The major advantage of the endoscopic procedure is primarily the avoidance of the incision from axilla to midthorax. A 20 to 30 cm long cut compared to a 2.5 cm incision ignores the aesthetic benefits of the almost painless postoperative course. The possibility of free arm and shoulder movement after the operation are inconceivable using the open technique. Our preparation doesn’t touch the axillary skin (Figure 9 [Fig. 9]), which is often associated with complicated healing. The use of a bipolar vessel sealer prevented loss of blood.

With the success of the total endoscopic flap harvest of the serratus fascia flap we have to consider a broader use of this technique. The endoscopic elevation of a serratus muscle flap should be without major complications, even a total endoscopic harvest of a latissimus muscle flap should be possible.
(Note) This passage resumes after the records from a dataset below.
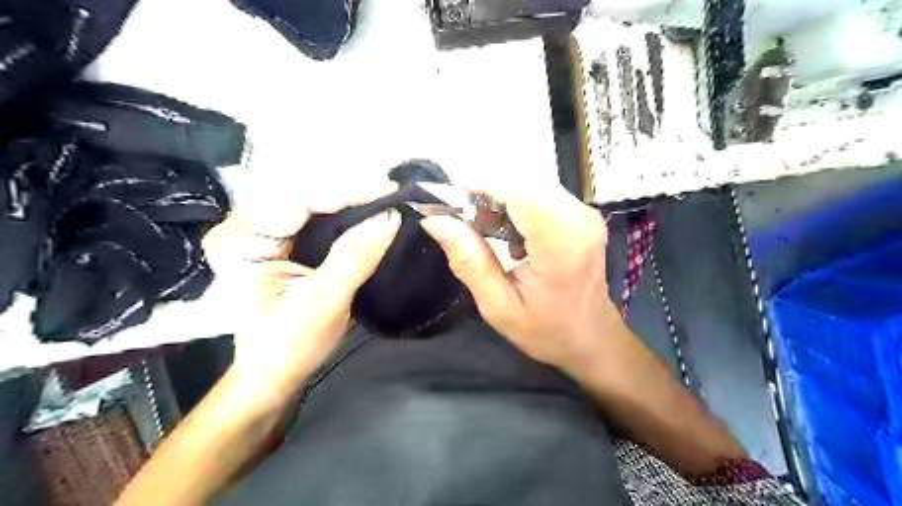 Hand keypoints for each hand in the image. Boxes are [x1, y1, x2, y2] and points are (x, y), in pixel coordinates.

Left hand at [205, 184, 403, 402]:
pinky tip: (371, 213)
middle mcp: (246, 227)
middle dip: (352, 193)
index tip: (389, 191)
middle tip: (394, 195)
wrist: (274, 372)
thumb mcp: (325, 301)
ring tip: (388, 200)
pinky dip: (347, 215)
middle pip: (306, 194)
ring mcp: (264, 232)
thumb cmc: (290, 344)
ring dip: (352, 202)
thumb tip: (390, 217)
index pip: (297, 200)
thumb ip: (355, 257)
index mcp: (240, 241)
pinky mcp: (282, 241)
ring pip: (314, 202)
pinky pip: (318, 217)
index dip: (346, 192)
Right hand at [422, 181, 619, 374]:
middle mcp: (579, 219)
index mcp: (561, 245)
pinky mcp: (583, 215)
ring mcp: (585, 214)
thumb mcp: (498, 306)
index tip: (448, 197)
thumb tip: (435, 220)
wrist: (592, 338)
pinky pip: (542, 196)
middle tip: (461, 218)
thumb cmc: (547, 331)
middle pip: (524, 184)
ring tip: (483, 230)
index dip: (480, 186)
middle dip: (487, 194)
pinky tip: (508, 235)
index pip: (518, 193)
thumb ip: (469, 261)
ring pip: (531, 186)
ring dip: (501, 200)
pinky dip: (517, 206) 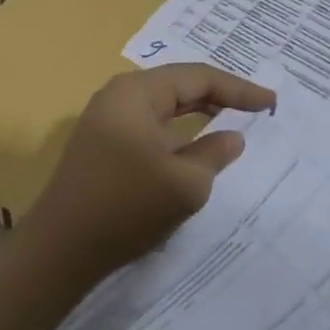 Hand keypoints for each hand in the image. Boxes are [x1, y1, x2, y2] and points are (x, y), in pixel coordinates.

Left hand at [20, 64, 276, 287]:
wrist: (58, 252)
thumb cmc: (125, 207)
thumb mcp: (185, 183)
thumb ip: (215, 153)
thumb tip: (233, 137)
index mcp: (136, 92)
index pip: (198, 77)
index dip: (239, 88)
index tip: (271, 102)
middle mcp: (119, 97)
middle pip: (180, 87)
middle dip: (220, 96)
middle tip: (257, 107)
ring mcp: (107, 122)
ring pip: (165, 109)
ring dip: (199, 116)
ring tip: (234, 122)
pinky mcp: (103, 148)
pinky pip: (151, 130)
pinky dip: (179, 136)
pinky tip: (198, 150)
In this case the first incision would be made further dorsal and for the final extraction of the flap, the skin incision must be lengthened.


Conclusion

We describe a new method for the total endoscopic harvest of the serratus fascia flap for free flap transfer. The harvest can be undertaken within a reasonable time and following surgery leaves the patient with minimal donor site morbidity compared to the open technique. We would like to stress that in our opinion following a well performed reconstruction (Figure 10 [Fig. 10]), the reduction of the so-called donor site morbidity is the second most important plastic reconstructive aim, as we do not want to harm an already injured patient at a second site.


Notes

Competing interests

The authors declare that they have no competing interests.